31 Marzo 2022

“Queste, in poche parole, sono le mie convinzioni personali”

Queste, in poche parole, sono le mie convinzioni personali”: così scrisse Licini al critico Giuseppe Marchiori concludendo la lettera del 21 marzo 1933.

In essa Licini aveva infatti anticipato alcune idee cardine del suo pensiero. Ad esempio:”… romanticismo, realismo, impressionismo, furono magnifiche espressioni, che però appartengono all’800 e dall’800 completamente esaurite. Inutile sarà insistervi ancora: tempo perso”.

Il che faceva già pensare a quanto qualche anno dopo, nel 1937, Licini avrebbe scritto in Natura di un discorso: “siamo astrattisti per la legge psicologica di compensazione, cioè per reazione all’eccessivo naturalismo e materialismo del secolo decimonono. Siamo astrattisti perchè riteniamo che classicismo, romanticismo, realismo ecc. siano cicli chiusi ed ozioso è ritornarci sopra” (1).

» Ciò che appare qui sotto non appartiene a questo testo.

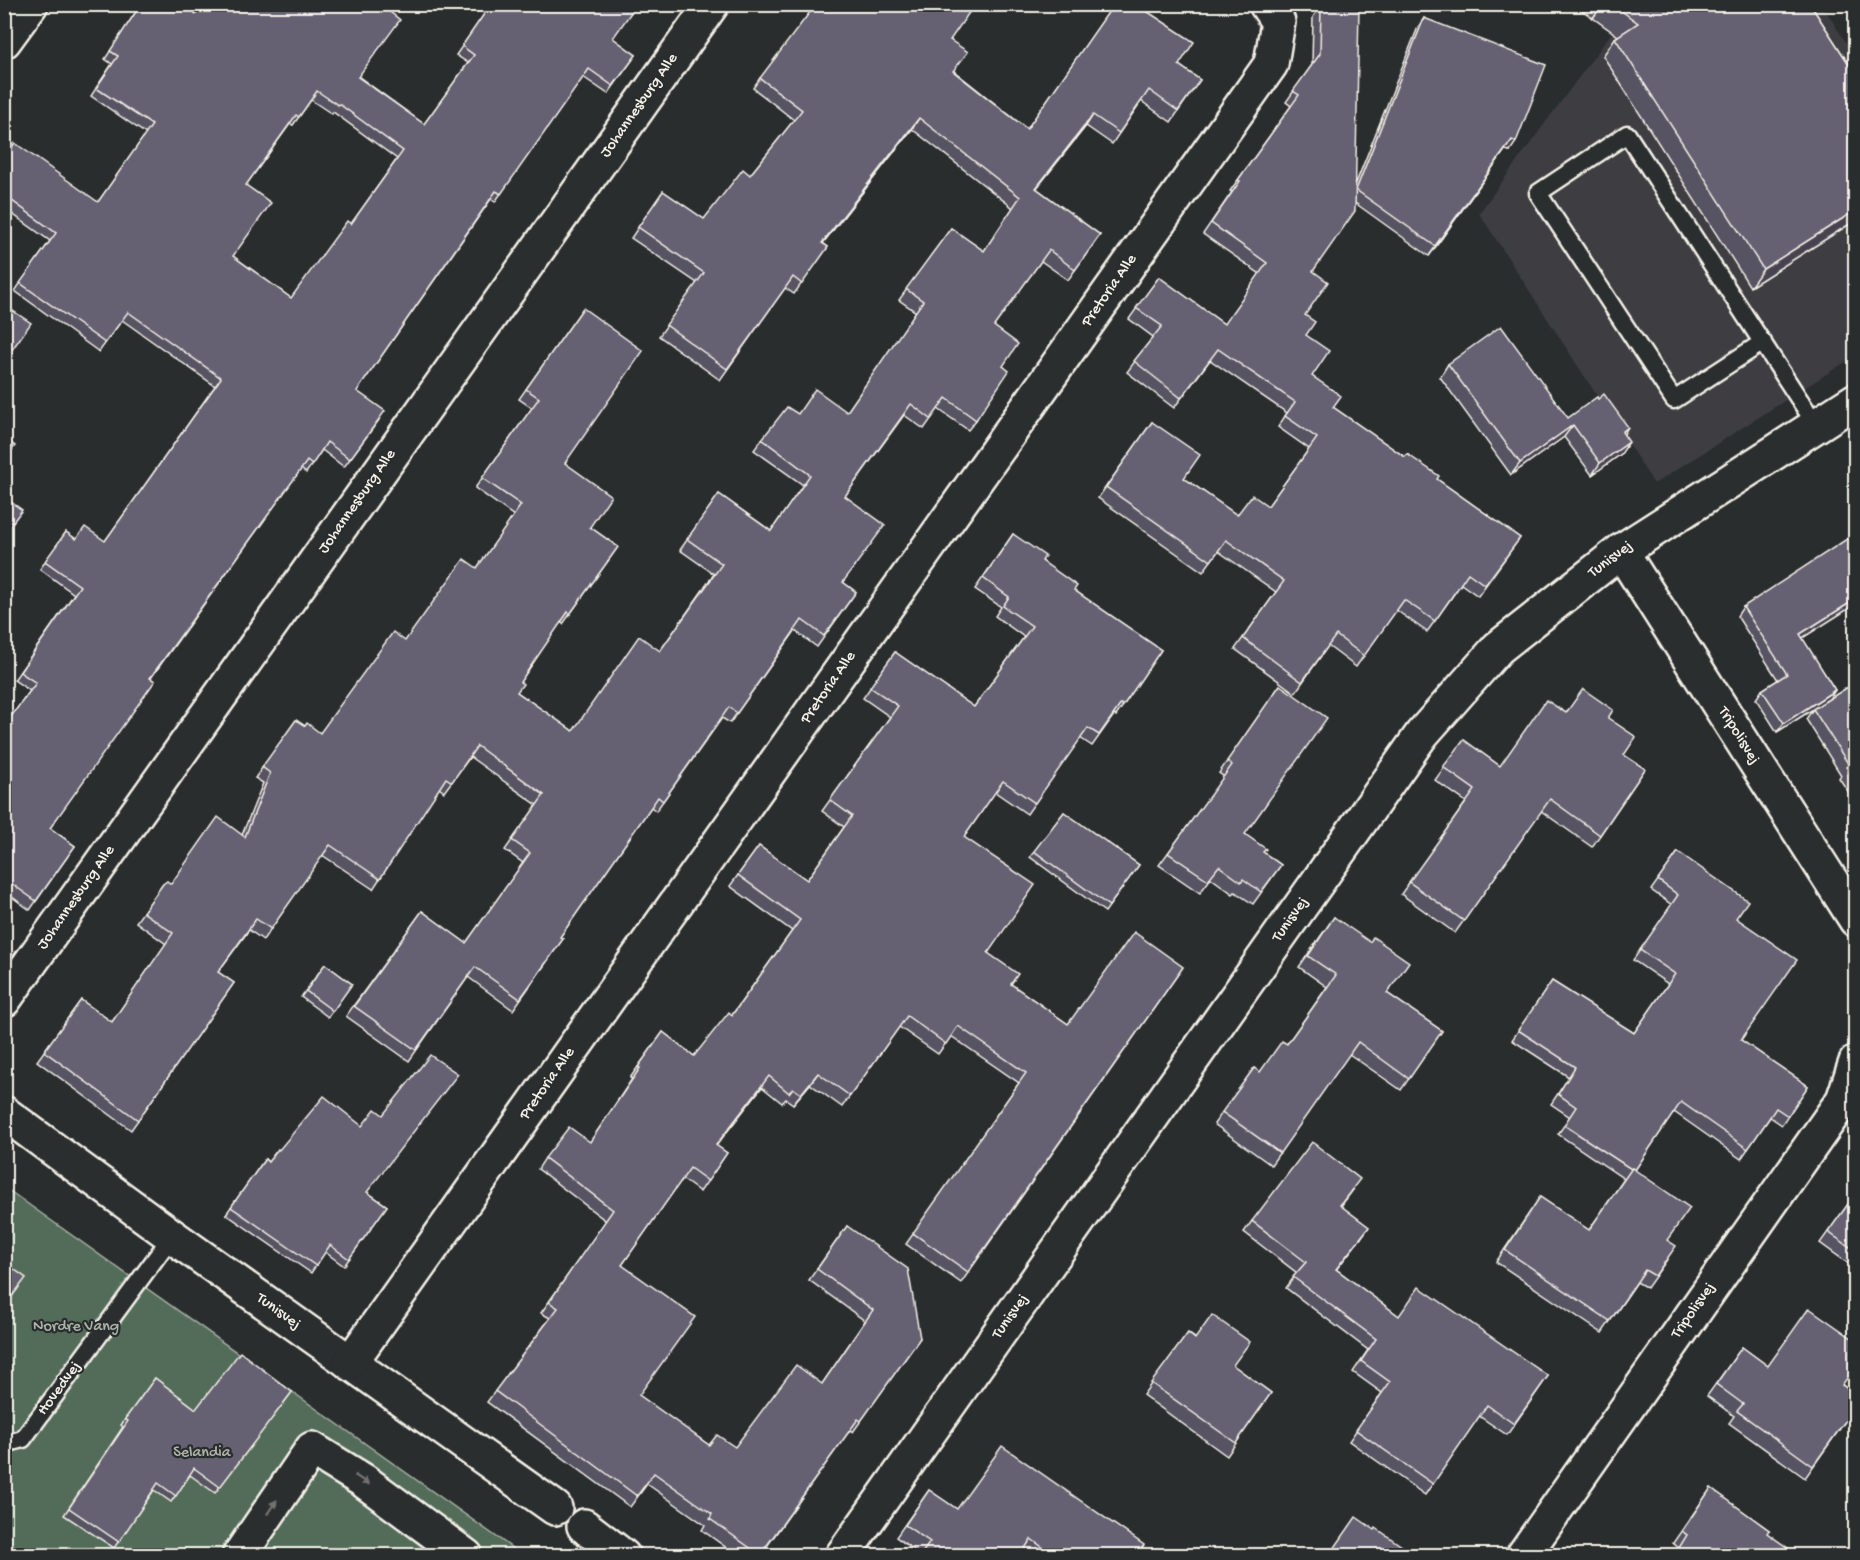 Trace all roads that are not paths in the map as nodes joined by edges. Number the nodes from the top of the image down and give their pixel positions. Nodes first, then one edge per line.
1 (31, 4) edge
2 (712, 4) edge
3 (1266, 4) edge
4 (4, 41) edge
5 (1763, 342) junction
6 (1856, 400) edge
7 (1816, 425) junction
8 (1621, 551) junction
9 (1856, 920) edge
10 (4, 1000) edge
11 (1856, 1062) edge
12 (4, 1113) edge
13 (172, 1236) junction
14 (350, 1363) junction
15 (4, 1444) edge
16 (555, 1508) dead end
17 (584, 1527) dead end
18 (239, 1556) edge
19 (466, 1556) edge
20 (623, 1556) edge
21 (842, 1556) edge
22 (1522, 1556) edge

1 - 4 street
2 - 10 street, Johannesburg Alle
3 - 14 street, Pretoria Alle
5 - 5 lane
5 - 7 lane
6 - 7 street, Tunisvej
7 - 8 street, Tunisvej
8 - 9 street, Tripolisvej
8 - 21 street, Tunisvej
11 - 22 street, Tripolisvej
12 - 13 street, Tunisvej
13 - 14 street, Tunisvej
13 - 15 lane, Hovedvej
14 - 16 street, Tunisvej
17 - 20 street
18 -> 19 street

Un’altra convinzione espressa da Licini già in quella lettera è che “… la pittura sarà, finalmente, l’arte dei colori”.

Nel 1935, nella Lettera aperta al Milione, specificherà che “…la pittura è l’arte dei colori e delle forme, liberamente concepite, ed è anche un atto di volontà e di creazione, ed è, contrariamente a quello che è l’architettura un’arte irrazionale, con predominio di fantasia e immaginazione, cioè poesia” (2).

Nel 1937, nella parte finale di Natura di un discorso, Licini aggiungerà che “la pittura è l’arte dei colori e dei segni. I segni esprimono la forza, la volontà, l’idea. I colori la magia. Abbiamo detto segni e non sogni” (3).

Il testo integrale della lettera a Marchiori del 21 marzo 1933 – un testo molto poco noto (4) – si può adesso trovare anche all’interno di questo sito.

Lorenzo Licini

 

 

(1) Osvaldo Licini, Natura di un discorso, Corriere Padano, Ferrara, 9 ottobre 1937.

(2) Osvaldo Licini, Lettera aperta al Milione, Bollettino della Galleria del Milione, Milano (Bollettino n. 39, 19 aprile – 1 maggio 1935), Tipografia “Economica”, Abbiategrasso.

(3) Osvaldo Licini, Natura di un discorso, op. cit..

(4) Ad esempio ne furono riportate alcune parti in Osvaldo Licini, Errante, erotico, eretico gli scritti letterari e tutte le lettere raccolti da Zeno Birolli, a cura di Gino Baratta, Francesco Bartoli, Zeno Birolli, Feltrinelli Editore, Milano, 1974, pag. 205.